しかしながら、立場的にやらなければならない or 出来る可能性を信じて....チャレンジ精神で「やってみよう」と、とにかく開発を決意したなら、次の内容をチェックしてみましょう。
1)仕事の内容によっても違いますが、現在自分の出来る部分はあるのかないのか。
2)自分の出来そうな分野以外は何が必要なのかを明らかにする。Know
3)会社のチームで各分野を任せられる体制があるならば、それらを任せます。
4)いよいよ自分の担当分野で、やらなければならないことがはっきりしてきたならば、それらをさらに検討します。

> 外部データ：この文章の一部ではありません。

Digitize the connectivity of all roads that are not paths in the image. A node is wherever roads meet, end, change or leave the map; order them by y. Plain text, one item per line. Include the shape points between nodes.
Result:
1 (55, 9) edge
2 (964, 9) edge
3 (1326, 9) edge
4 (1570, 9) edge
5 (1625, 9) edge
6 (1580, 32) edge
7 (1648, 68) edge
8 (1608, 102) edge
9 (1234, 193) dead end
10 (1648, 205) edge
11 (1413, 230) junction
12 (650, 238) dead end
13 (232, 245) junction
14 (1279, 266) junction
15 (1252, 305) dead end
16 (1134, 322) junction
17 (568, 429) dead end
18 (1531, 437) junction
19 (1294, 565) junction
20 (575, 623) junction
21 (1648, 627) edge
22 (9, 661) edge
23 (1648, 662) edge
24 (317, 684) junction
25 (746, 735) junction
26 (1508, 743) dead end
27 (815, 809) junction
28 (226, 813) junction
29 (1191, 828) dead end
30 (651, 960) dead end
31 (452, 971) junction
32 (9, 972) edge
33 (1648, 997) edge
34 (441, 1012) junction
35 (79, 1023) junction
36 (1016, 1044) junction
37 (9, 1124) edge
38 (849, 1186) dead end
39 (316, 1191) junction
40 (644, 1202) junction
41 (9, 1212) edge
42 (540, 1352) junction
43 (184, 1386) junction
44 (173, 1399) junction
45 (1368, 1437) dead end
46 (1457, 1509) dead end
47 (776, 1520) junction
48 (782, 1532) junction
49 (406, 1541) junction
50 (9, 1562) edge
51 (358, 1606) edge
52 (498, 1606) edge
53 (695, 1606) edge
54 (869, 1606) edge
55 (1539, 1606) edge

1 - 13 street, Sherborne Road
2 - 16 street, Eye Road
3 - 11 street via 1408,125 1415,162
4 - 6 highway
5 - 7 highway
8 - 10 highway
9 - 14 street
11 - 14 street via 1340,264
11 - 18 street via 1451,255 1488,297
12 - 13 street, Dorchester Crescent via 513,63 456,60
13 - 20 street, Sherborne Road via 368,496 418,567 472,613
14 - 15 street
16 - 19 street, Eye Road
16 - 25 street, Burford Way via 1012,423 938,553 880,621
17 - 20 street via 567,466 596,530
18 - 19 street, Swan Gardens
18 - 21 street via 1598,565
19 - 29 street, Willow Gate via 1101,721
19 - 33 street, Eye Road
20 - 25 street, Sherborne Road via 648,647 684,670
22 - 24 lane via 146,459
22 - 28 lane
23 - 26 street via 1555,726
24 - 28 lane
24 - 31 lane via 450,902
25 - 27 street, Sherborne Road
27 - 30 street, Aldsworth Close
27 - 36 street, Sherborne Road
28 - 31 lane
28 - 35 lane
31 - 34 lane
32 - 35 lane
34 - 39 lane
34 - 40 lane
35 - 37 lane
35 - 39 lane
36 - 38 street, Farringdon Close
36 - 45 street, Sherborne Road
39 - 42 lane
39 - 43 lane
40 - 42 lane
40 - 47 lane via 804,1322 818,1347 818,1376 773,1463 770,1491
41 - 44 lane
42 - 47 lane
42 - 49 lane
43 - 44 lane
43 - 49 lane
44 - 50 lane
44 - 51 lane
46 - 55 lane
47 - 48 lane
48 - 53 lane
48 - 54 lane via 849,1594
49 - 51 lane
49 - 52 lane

 たとえば、あなたの担当分野が「高出力のiPod用のFMワイヤレスアダプタを作れ」だとしましょう。FMワイヤレスだったらできそうですね。ここで、あなたが「何が分からないのか」をはっきりする必要が出てきます。開発とはやはり何か未知な事を試作・実験を通じて実現してゆく事ですから、何も分からないことが無ければすぐに作れるでしょう。逆に「何からやったらいいのか、何から手を付けたらいいのか分からない」ことが一番不安で、問題なのです。
 上記の例では、
1) FMワイヤレスICがあることが判るし回路図もあるだろう
2)iPodとの接続はしたことないからわからない
3)高出力ってどれだけ出ていいかわからない
4)試作するにはどうしたら
など漠然とでも良いので自分の判っていること、判らないことを出してみましょう。
「FMワイヤレスのICがあることは判っているし、製作記事も見たことがある。それならば最新のFMワイヤレス用のICを探してみよう。」と動ける分野と、「iPodと接続なんてどうしたらいいのか何も判らない」となれば、とにかく「iPodのコネクタの接続仕様が入手できるか、既存のアダプタを買ってきて分解してみようか?」 高出力ってどれくらいかなと、日本国内での電波法を調べる必要がある。「その出力を出すにはどのトランジスタが必要か?」「試作するには基板作成はCADで出来るから、基板が出来た後、調整するにはどのような測定器が新たに必要か?」など既存の手法の動きを始めることが出来るでしょう。
ソフト的には
開発・技術関連の仕事は「分からないこと」があたりまえです。「分からない」ことよりも、「何が分かっていないかが分からない」ことが一歩を踏み出せない原因です。まずは落ち着いて、自分が分からない・弱いことは何なのかをチェックしてみましょう。